Rakyat Riau Pernah Berdarah-darah Rebut Bandara Simpangtiga dari Penjajah Belanda

Rakyat Riau Pernah Berdarah-darah Rebut Bandara Simpangtiga dari Penjajah Belanda
Presiden Soekarno ke Bandara Simpangtiga. (foto: dok.tni au via detikcom)

HARIANRIAU.CO - Bandara Sultan Syarif Kasim II dulunya disebut Bandara Simpangtiga Pekanbaru. Dalam sejarahnya, Sultan Siak punya peran penting dalam berdirinya Pangkalan Udara di Pekanbaru. Mau tahu sejarahnya?

Nama Sultan Syarif Kasim (SSK) II dinobatkan menjadi nama Bandara di Pekanbaru pada tahun 2000 oleh Presiden Abdurrahman Wahid alias Gus Dur.

Seperti dilansir potretnews.com dari detikcom, Bandara SSK II ini landasan pacunya sekaligus digunakan untuk Pangkalan Udara (Lanud) Roesmin Nurjadin, Pekanbaru.
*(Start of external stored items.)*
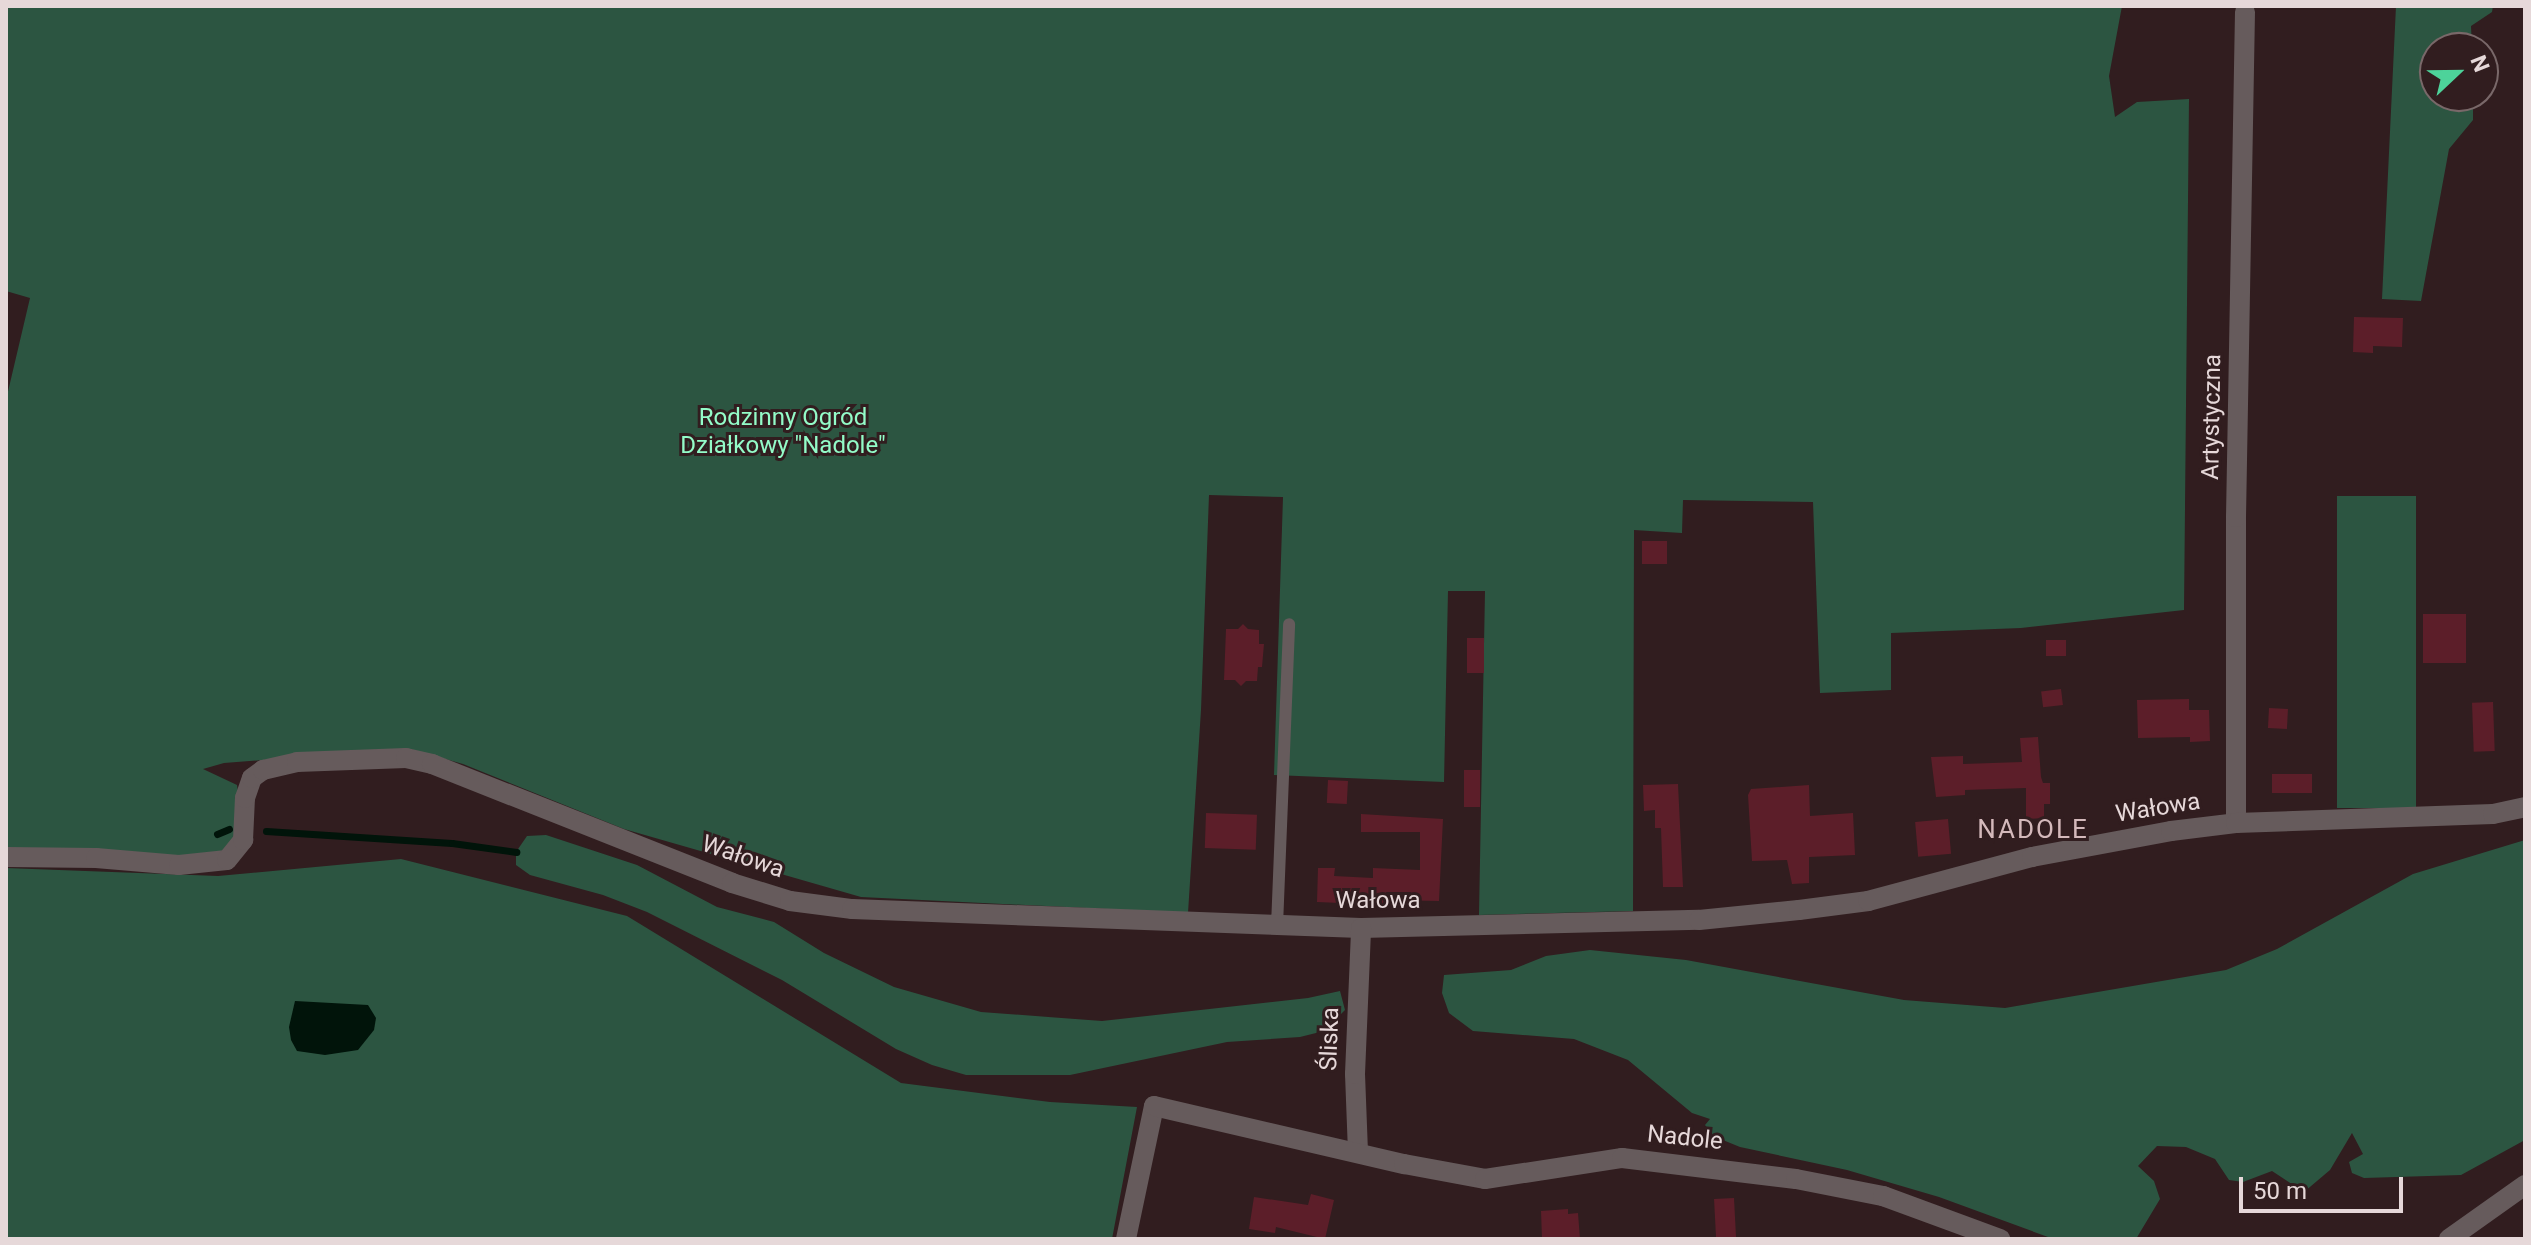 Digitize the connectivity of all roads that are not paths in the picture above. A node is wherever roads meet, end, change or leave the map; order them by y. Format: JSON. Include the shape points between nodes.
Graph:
{"nodes":[{"id":1,"x":2245,"y":12,"type":"dead end"},
{"id":2,"x":1289,"y":624,"type":"dead end"},
{"id":3,"x":2525,"y":807,"type":"edge"},
{"id":4,"x":2236,"y":823,"type":"junction"},
{"id":5,"x":6,"y":857,"type":"edge"},
{"id":6,"x":1277,"y":926,"type":"junction"},
{"id":7,"x":1361,"y":928,"type":"junction"},
{"id":8,"x":1358,"y":1152,"type":"junction"},
{"id":9,"x":2525,"y":1185,"type":"edge"},
{"id":10,"x":1126,"y":1239,"type":"edge"},
{"id":11,"x":2000,"y":1239,"type":"edge"},
{"id":12,"x":2449,"y":1239,"type":"edge"}],
"edges":[{"from":1,"to":4,"type":"street","name":"Artystyczna"},
{"from":2,"to":6,"type":"lane"},
{"from":3,"to":4,"type":"street","name":"Wałowa","via":[[2493,814]]},
{"from":4,"to":7,"type":"street","name":"Wałowa","via":[[2086,846],[1831,906],[1699,920]]},
{"from":5,"to":6,"type":"street","name":"Wałowa","via":[[207,865],[227,860],[243,840],[245,798],[252,778],[279,764],[406,758],[790,901],[852,909]]},
{"from":6,"to":7,"type":"street","name":"Wałowa"},
{"from":7,"to":8,"type":"street","name":"Śliska","via":[[1355,1074]]},
{"from":8,"to":10,"type":"street","name":"Nadole","via":[[1154,1106]]},
{"from":8,"to":11,"type":"street","name":"Nadole","via":[[1485,1179],[1622,1158],[1701,1165],[1883,1196]]},
{"from":9,"to":12,"type":"street"}]} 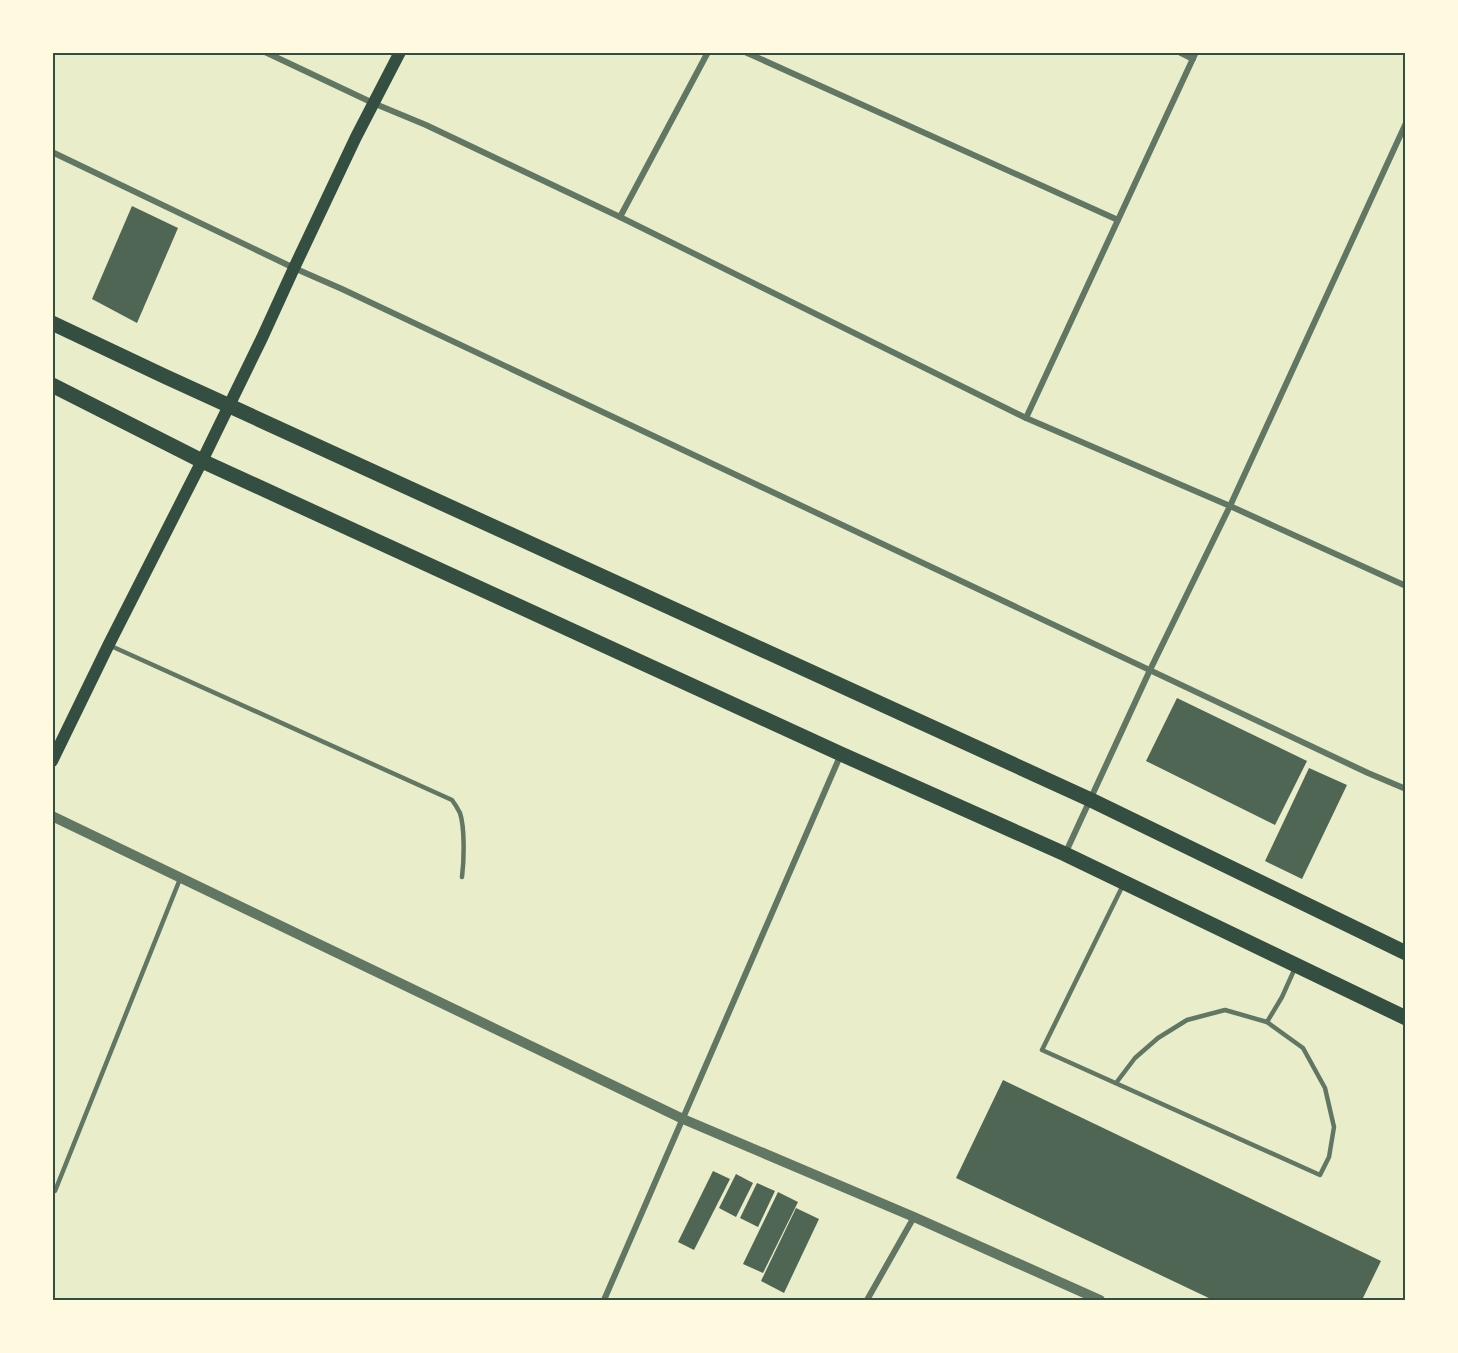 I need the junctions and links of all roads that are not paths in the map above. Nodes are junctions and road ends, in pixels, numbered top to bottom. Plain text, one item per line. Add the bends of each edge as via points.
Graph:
1 (265, 52) edge
2 (400, 52) edge
3 (708, 52) edge
4 (745, 52) edge
5 (1179, 52) edge
6 (1194, 56) edge
7 (373, 103) junction
8 (1406, 123) edge
9 (52, 152) edge
10 (620, 217) junction
11 (1118, 220) junction
12 (294, 268) junction
13 (52, 323) edge
14 (52, 385) edge
15 (229, 406) junction
16 (1026, 418) junction
17 (202, 461) junction
18 (1230, 506) junction
19 (1406, 586) edge
20 (109, 645) junction
21 (1150, 670) junction
22 (841, 754) junction
23 (52, 760) edge
24 (1406, 789) edge
25 (1091, 800) junction
26 (52, 816) edge
27 (1065, 854) junction
28 (181, 877) junction
29 (462, 877) dead end
30 (1124, 882) junction
31 (1406, 953) edge
32 (1296, 965) junction
33 (1406, 1018) edge
34 (1267, 1022) junction
35 (1116, 1083) junction
36 (683, 1119) junction
37 (53, 1193) edge
38 (914, 1217) junction
39 (604, 1300) edge
40 (867, 1300) edge
41 (1100, 1300) edge

1 - 7 street
2 - 7 main road
3 - 10 street
4 - 11 street
5 - 6 street
6 - 11 street
7 - 10 street
7 - 12 main road
8 - 18 street
9 - 12 street
10 - 16 street
11 - 16 street
12 - 15 main road
12 - 21 street
13 - 15 main road
14 - 17 main road
15 - 17 main road
15 - 25 main road
16 - 18 street
17 - 20 main road
17 - 22 main road
18 - 19 street
18 - 21 street
20 - 23 main road
20 - 29 lane via 452,800 460,814
21 - 24 street
21 - 25 street
22 - 27 main road
22 - 36 street
25 - 27 street
25 - 31 main road
26 - 28 street
27 - 30 main road
28 - 36 street
28 - 37 lane
30 - 32 main road
30 - 35 lane via 1042,1050
32 - 33 main road
32 - 34 lane
34 - 35 lane via 1225,1010 1186,1020 1135,1058
34 - 35 lane via 1303,1048 1325,1088 1334,1127 1329,1157 1320,1175
36 - 38 street
36 - 39 street
38 - 40 street
38 - 41 street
Bangunan gedung Bandara Internasional SSK II ini juga sudah tampak apik setelah dipugar menjelang PON tahun 2012 lalu di Pekanbaru.

Tapi mungkin sebagian masyarakat belum banyak yang tahu bagaimana sejarahnya ada bandara di Pekanbaru. Menilik dalam buku sejarah dengan judul ”Pengabdian Elang Bertuah dari Bumi Lancang Kuning” yang dikeluarkan Lanud Roesmin Nurjadin, Pekanbaru, pangkalan udara ini berdiri sebelum Indonesia merdeka.

”Pemerintah Belanda yang sudah tiga abad menjajah Nusantara memandang perlu dibangunnya pelabuhan udara di Pekanbaru. Pembangunan lapangan terbang ini tentunya untuk memperlancar hubungan keluar atau mengangkut hasil bumi dari Indonesia ke Belanda," tulis buku tersebut.

Bandara udara ini ternyata dibangun pada tahun 1930 oleh Belanda. Pembangunan ini setelah pihak Belanda mendapat izin dari Sultan Siak. Pemberian izin pembangunan lapangan terbang ke Belanda ini tertuang dalam surat Sultan Siak No 9 tanggal 10 Juli 1930.

Dengan mendapatkan izin, Sultan Siak menghibahkan tanah untuk lapangan udara seluas 3.270 hektar. Setelah selesai dibangun Pemerintah Belanda, lapangan udara ini dikenal dengan sebutan Lapangan Terbang Simpangtiga. Nama Simpang Tiga ini, karena posisi lapangan udara itu dekat dengan jalan raya Sumatera menghubungkan Pekanbaru ke Kabupaten Kampar.

"Terbangunannya lapangan udara ini, hubungan Belanda dengan dunia luar semakin lancar. Selain digunakan untuk perdagangan, lapangan itu sekaligus dijadikan pangkalan militer Belanda," ujarnya.

Masih dalam buku sejarah tersebut, pada tahun 1942 ketika Indonesia dijajah Jepang hingga tahun 1945, kekuasan lapangan udara beralih dari Belanda ke Jepang. Bandara ini juga dijadikan pangkalan militer udara Jepang. Letaknya yang di Riau, Jepang juga memanfaatkan lapangan udara ini sebagai kunci penting dalam memantau di Selat Malaka.

Setelah 3,5 tahun dijajah Jepang, tersebar kabar Jepang menyerah tanpa syarat kepada pasukan Sekutu pada 15 Agustus 1945. ”Sejumlah tentara Jepang tampak gelisah di Riau," ceritanya.

Masyarakat pun menyambut kegembiraan atas kabar takluknya Jepang di tangan Sekutu. Terlebih 17 Agustus 1945 Proklamasi Kemerdekaan dibacakan Sukarno-Hatta. Kabar kemerdekaan baru terdengar di Riau pada akhir Agustus 1945.

Pada Setember 1945, kegembiraan rakyar Riau pun kembali terusik. Ini karena tentara Sekutu kembali lagi ke Bumi Lancang Kuning. Tentara Sekutu yang datang dipimpin Mayor Lengley yang ternyata bangsa Belanda. Mereka datang untuk kembali menguasai lapangan udara.

Waktu terus berjalan, masyarakat Indonesia termasuk di Riau, mempertahankan kemerdekaanya. Beberapa kali terjadi peristiwa membara di sekitar lapangan udara Simpang Tiga Pekanbaru.